~ ~ 『 寅 の 読 書 室  Part Ⅵ-Ⅸ』 ~ ~

 
== 『 球形の荒野 (下) 』 ==
著 者:松本 清張
発 行 所:㈱ 文 芸 春 秋
 
 
 
 
 
球形の荒野 (15-06)
久美子は消すつもりだったスタンドをそのままにして、枕許だけ明かるくした。本を読もうとしたが、もちろん活字は眼に入らなかった。
スタンドから遠のいている部分は暗かった。ボーイが窓に丁寧にカーテンを閉めて、客の睡りのために快い闇を作ってくれている。が、明かりだけが頼りになっている今は、その暗い部屋の隅を見るのにさえおびえた。
ベルが不意に鳴った。二度目だ。
久美子は、電話機を見つめた。受話器が音で震動しているようにみえた。それほど音は真夜中のこの部屋にけたたましい。
今度は、急いで受話器を耳に当てた。
「もしもし」
久美子は、襲撃者に立ち向かっているような気持だった。
「もしもし」
これは向うの声だ。男の、しかも同じ落ち着いた声だった。
「そちらは三原みはらさんですか?」
その声は訊いた。
「いいえ、違います」
久美子は、やはり電話の間違いだと知った。切るつもりでいると、先方の声はつづいた。
「失礼ですが、部屋番号は312号室ではございませんか?」
声は丁寧だった。
「いいえ、違います」
こちらの名前も、部屋番号も告げる必要はない。違うということだけで先方は納得する筈なのだ。
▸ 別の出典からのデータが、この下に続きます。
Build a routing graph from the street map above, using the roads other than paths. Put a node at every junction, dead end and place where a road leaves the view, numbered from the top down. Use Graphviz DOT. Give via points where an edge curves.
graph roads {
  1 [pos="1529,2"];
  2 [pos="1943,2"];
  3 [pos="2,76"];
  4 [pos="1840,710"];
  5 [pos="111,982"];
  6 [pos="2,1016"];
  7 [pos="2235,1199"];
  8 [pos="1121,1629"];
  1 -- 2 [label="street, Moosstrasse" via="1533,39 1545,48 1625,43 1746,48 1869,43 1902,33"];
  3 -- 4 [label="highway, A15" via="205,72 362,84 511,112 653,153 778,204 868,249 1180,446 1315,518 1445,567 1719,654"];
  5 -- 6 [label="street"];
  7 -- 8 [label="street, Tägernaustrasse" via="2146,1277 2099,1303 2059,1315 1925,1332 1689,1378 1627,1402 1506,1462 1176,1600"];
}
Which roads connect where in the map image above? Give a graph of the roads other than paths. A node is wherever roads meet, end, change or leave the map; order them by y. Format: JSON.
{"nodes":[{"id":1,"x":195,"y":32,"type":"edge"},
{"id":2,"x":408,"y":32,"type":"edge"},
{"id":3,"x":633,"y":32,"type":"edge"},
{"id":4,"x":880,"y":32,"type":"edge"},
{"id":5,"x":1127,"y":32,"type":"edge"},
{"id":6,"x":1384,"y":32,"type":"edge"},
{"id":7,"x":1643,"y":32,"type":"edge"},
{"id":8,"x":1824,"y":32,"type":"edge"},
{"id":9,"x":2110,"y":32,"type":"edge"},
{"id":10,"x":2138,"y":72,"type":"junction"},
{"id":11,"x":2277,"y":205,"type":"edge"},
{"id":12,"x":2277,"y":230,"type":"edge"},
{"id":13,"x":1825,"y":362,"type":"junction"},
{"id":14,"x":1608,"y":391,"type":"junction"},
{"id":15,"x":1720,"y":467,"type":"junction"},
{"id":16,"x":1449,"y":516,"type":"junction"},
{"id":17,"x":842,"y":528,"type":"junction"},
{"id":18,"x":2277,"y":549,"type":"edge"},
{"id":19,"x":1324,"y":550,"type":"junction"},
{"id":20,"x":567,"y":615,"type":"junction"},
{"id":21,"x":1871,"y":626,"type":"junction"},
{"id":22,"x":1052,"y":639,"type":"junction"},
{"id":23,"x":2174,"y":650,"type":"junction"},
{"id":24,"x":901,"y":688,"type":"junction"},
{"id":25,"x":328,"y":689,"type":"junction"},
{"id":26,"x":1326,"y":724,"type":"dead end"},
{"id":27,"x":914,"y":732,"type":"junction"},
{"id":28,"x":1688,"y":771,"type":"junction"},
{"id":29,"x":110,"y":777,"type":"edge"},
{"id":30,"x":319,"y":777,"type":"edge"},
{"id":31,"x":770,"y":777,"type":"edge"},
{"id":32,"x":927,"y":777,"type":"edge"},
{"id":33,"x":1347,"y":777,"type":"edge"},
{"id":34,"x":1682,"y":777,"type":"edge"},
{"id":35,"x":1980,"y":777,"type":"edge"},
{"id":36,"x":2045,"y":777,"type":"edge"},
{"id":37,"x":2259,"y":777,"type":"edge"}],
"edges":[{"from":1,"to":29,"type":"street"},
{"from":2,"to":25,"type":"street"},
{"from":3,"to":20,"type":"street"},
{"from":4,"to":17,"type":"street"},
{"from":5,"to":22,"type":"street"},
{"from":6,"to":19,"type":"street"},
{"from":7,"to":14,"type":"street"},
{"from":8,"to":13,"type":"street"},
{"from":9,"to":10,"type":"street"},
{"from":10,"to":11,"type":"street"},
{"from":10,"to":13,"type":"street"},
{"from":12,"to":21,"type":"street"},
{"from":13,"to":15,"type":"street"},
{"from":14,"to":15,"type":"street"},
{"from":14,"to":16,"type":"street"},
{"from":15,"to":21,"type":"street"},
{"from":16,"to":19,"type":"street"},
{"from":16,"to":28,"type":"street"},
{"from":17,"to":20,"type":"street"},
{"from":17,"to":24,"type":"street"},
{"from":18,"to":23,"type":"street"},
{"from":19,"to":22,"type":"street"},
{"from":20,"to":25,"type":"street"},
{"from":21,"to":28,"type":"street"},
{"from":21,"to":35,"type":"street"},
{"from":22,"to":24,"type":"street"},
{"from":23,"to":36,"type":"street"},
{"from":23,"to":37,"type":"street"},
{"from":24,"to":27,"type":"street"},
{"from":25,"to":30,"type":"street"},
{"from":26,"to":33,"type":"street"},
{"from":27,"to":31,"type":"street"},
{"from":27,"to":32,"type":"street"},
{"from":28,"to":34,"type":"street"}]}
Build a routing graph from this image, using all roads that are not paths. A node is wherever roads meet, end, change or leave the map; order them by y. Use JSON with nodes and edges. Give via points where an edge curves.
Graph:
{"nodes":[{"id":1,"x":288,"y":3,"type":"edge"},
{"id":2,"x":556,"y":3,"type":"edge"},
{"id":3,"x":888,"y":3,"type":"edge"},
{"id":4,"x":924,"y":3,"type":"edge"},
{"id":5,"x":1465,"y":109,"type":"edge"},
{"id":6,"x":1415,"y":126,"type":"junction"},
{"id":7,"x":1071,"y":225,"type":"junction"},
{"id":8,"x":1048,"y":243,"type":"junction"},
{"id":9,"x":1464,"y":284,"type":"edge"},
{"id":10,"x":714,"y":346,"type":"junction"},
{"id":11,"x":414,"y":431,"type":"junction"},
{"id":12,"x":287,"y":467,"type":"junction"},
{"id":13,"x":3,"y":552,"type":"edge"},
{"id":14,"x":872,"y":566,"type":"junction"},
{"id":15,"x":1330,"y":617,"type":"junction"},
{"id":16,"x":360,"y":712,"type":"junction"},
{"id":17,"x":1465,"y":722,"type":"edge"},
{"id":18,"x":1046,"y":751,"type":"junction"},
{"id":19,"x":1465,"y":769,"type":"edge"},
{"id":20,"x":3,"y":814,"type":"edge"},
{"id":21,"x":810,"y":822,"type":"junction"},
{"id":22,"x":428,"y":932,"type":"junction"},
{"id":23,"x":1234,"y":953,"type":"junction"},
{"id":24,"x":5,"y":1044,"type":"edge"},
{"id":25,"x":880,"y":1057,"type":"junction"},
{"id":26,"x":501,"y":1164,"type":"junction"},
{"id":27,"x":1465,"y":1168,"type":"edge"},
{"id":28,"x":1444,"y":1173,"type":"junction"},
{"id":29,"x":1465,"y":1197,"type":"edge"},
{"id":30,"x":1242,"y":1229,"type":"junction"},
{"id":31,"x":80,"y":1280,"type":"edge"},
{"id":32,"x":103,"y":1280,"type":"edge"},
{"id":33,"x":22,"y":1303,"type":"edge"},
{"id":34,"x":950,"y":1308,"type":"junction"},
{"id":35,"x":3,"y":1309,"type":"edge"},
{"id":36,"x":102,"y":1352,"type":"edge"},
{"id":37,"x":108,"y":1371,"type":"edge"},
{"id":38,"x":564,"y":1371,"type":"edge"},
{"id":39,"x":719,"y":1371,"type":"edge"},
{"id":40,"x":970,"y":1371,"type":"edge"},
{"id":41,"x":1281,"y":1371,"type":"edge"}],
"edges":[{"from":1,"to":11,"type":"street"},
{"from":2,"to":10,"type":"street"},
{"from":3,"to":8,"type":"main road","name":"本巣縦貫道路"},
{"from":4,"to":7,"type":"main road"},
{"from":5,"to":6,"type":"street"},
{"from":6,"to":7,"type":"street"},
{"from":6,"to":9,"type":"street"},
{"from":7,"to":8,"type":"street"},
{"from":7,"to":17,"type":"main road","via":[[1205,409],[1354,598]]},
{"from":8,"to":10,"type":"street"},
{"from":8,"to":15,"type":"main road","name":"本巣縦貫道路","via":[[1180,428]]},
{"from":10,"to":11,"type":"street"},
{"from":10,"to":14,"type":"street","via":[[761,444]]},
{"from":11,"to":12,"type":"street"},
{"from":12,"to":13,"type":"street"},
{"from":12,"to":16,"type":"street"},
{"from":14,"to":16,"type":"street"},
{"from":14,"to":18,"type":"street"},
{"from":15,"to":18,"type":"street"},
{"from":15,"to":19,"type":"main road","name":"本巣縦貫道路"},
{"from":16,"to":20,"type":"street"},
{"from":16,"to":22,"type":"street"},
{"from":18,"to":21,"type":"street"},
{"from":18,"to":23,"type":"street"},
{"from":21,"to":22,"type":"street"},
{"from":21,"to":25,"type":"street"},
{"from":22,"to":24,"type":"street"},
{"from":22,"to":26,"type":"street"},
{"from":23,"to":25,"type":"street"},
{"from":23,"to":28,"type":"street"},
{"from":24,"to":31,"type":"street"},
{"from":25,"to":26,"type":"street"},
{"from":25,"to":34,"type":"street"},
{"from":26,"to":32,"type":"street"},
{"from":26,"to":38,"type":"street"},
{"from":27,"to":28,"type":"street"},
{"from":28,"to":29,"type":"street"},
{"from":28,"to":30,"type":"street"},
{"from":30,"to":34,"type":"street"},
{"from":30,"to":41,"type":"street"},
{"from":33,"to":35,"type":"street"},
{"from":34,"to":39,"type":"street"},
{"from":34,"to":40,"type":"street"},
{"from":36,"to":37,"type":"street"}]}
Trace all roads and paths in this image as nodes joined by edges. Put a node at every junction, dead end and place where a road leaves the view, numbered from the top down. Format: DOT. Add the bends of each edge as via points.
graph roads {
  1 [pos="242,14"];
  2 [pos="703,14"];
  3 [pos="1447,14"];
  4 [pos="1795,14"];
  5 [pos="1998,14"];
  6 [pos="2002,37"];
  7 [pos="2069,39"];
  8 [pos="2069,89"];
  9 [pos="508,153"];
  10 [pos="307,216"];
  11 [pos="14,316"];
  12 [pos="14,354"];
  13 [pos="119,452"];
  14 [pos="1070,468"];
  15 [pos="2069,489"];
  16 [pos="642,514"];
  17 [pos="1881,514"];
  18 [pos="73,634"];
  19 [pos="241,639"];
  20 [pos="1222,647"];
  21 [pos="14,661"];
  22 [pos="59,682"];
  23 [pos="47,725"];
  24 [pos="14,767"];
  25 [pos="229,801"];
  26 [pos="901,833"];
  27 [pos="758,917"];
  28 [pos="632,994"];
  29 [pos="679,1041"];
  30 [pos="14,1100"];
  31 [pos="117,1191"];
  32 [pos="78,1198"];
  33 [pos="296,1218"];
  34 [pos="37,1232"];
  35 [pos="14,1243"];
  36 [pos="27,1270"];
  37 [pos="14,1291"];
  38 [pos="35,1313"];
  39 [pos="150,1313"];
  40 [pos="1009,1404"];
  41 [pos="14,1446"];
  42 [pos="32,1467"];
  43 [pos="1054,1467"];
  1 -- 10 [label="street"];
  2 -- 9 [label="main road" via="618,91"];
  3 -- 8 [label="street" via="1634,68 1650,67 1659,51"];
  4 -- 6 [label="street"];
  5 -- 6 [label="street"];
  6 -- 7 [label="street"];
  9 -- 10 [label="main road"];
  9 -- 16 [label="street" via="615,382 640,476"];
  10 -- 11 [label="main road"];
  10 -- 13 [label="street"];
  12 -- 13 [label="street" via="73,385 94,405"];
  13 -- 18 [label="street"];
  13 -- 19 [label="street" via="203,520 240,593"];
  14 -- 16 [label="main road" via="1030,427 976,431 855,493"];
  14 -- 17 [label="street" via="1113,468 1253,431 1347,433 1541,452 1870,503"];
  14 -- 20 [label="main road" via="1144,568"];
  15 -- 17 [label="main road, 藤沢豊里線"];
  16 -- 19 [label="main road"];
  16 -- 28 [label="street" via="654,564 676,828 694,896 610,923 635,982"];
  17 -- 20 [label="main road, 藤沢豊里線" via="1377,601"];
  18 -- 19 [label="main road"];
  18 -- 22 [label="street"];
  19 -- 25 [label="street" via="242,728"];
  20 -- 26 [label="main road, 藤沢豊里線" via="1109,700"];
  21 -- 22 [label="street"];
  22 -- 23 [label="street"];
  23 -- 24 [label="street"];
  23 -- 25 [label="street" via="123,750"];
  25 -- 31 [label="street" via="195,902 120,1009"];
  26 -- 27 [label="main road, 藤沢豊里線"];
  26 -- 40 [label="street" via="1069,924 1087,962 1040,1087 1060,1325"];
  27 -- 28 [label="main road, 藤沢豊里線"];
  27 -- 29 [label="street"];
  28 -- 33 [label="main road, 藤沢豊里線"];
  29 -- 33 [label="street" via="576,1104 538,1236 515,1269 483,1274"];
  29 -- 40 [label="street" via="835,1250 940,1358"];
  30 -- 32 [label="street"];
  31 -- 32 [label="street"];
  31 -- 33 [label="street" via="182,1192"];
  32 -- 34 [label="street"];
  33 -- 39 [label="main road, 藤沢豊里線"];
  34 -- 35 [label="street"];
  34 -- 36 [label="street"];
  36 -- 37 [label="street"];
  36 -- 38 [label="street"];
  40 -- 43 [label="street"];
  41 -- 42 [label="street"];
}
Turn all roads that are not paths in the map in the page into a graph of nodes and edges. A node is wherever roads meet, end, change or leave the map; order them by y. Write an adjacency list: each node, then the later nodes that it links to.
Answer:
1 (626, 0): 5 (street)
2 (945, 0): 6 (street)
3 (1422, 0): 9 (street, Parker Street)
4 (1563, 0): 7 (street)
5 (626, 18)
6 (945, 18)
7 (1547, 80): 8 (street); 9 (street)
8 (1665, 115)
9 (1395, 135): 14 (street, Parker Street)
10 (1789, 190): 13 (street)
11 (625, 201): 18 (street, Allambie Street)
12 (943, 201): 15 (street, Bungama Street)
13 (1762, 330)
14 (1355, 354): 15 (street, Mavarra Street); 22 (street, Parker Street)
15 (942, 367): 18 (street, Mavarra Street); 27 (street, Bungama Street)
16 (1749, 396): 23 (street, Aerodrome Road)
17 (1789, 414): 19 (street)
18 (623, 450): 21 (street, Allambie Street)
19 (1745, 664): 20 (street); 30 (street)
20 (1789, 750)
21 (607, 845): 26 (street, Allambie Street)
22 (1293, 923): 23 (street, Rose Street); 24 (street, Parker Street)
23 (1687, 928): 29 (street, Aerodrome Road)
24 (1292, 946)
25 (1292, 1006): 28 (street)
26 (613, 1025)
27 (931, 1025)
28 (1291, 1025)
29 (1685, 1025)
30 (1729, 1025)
が、妙なことに、対手はおし黙っている。すぐ切るのでもなかった。
久美子は先に受話器を置くことにした。みみから離そうとすると、受話器からまた声が洩れて来た。
「失礼しました」
随分、をおいた詫びである。
「いいえ」
完全に受話器を置いてから、久美子は肩を毛布の下に入れた。
電話は二度鳴っている。最初は、もしもし、と言っただけで、そのまま切れ、また信号が鳴ったのである。
っその具合から察すると、先方はどうやら目的の部屋番号を確実に知っていないようである。最初のベルを鳴らしてすぐに分かったのは、先方が番号に自信がなかったせいであろう。だが、そrで諦め切れずにもう一度、312のナンバーに指を廻したのだろうか。それが何かの間違いで二度ともこの室にかかった。── 久美子にはそう考えられる。
しかし、ただの電話の間違いにしては念入りなところもあった。二度かけ直して来たのもそうだったが、こちらがはっきり違うと告げても、先方ではしばらく声を跡絶とだえさせていたのである。あたかも、電話線の向うからこちらの部屋を窺っているような耳さえ感じるのだ。
久美子は急いでスタンドを消した。それから、出来るだけ早く睡りことに務めた。